**WORK ORDER:**
Only the total should be returned: the number of lines in the data that hold the string "УРКЕР".
── RAW DATA ──
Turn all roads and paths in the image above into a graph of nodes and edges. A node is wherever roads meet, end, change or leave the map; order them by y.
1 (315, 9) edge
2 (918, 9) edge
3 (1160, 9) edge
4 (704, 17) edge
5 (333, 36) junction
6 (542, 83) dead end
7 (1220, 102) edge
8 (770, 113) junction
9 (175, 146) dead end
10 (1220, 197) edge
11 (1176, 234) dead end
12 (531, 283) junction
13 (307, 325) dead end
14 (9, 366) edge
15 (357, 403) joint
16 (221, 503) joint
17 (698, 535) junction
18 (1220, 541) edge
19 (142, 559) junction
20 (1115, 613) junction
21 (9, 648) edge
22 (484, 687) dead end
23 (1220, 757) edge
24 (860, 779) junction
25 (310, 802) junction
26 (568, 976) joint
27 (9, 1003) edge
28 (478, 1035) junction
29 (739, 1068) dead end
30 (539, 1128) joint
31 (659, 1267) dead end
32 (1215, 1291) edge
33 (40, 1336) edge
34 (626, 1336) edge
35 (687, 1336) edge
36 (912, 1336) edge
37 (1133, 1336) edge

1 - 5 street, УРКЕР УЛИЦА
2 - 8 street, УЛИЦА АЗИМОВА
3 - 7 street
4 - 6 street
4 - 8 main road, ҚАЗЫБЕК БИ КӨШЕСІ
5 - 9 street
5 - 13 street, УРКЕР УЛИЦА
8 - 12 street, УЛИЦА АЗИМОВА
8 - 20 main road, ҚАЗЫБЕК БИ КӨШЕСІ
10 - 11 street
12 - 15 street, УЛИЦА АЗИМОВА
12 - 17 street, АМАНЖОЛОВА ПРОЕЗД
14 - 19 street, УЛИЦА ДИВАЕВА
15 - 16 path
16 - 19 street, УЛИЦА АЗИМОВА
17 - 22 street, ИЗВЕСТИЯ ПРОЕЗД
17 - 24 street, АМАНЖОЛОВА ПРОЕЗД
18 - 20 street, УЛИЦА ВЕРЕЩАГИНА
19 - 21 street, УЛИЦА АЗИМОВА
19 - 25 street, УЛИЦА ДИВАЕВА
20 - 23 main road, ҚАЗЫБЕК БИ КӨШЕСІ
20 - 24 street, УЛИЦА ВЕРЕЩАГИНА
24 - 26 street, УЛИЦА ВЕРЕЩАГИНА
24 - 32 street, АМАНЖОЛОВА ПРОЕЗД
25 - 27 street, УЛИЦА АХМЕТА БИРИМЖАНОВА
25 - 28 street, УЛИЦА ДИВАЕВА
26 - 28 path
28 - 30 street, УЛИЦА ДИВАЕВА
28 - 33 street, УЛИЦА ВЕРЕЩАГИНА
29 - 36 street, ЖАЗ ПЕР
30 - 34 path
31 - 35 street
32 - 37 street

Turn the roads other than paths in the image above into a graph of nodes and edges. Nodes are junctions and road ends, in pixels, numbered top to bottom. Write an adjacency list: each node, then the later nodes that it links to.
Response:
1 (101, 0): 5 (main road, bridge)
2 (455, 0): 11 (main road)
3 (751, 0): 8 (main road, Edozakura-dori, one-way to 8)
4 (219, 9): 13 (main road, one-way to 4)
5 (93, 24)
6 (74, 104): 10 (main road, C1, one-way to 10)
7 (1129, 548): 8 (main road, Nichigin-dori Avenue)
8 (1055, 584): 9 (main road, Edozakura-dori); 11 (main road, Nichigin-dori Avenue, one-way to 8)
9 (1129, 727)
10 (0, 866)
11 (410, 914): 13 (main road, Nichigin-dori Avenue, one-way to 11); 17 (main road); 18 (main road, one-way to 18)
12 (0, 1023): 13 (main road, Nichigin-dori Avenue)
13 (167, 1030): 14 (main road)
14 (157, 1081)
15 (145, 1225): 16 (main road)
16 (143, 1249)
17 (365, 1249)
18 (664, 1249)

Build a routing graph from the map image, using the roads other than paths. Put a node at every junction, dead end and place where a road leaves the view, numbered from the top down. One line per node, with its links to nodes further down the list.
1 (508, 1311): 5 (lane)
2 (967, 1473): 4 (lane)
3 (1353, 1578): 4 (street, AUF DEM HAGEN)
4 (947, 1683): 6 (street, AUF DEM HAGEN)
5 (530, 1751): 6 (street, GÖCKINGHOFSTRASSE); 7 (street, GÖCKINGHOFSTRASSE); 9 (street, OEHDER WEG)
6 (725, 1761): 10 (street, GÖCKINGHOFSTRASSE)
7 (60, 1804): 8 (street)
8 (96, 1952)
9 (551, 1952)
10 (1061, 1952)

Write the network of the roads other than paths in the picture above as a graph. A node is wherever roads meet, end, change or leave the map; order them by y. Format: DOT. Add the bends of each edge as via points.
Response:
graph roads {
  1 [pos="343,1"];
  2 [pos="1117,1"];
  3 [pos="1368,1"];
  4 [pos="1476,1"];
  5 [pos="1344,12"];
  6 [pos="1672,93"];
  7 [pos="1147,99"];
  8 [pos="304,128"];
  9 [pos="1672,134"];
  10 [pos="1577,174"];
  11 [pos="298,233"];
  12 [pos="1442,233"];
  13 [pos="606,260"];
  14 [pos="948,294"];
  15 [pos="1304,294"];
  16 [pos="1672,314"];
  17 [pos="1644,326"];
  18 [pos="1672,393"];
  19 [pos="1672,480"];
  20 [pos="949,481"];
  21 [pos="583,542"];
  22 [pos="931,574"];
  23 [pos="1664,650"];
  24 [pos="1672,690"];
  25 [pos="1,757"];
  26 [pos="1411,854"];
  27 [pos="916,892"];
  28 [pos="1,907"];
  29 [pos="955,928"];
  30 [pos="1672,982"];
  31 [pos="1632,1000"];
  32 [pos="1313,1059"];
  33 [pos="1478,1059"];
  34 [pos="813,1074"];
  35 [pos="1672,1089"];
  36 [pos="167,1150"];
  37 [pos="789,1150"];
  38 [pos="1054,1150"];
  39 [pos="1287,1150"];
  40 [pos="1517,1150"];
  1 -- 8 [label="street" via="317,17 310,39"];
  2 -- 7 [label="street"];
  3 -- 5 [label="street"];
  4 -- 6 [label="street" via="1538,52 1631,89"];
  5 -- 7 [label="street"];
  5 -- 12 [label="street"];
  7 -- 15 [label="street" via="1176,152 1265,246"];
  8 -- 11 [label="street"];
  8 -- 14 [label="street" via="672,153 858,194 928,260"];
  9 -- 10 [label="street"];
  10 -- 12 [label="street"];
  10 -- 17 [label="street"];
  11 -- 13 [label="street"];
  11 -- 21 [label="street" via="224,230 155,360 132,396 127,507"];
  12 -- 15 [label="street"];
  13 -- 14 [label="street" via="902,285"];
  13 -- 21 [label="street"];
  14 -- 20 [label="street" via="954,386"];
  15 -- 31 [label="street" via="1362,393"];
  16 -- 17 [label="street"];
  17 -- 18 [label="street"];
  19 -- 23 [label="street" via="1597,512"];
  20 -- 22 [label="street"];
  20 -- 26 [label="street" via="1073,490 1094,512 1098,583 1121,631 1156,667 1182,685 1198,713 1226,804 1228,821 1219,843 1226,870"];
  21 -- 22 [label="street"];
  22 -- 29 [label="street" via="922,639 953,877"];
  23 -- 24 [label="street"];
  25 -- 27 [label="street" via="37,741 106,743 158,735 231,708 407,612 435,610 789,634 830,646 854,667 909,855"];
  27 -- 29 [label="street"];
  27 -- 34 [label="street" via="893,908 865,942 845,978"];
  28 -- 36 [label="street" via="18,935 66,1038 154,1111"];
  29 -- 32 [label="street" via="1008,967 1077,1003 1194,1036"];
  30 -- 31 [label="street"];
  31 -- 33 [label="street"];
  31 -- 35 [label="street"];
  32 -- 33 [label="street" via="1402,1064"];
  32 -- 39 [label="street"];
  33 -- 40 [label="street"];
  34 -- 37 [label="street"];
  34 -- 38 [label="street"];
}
───
**WRITTEN RESPONSE:**
2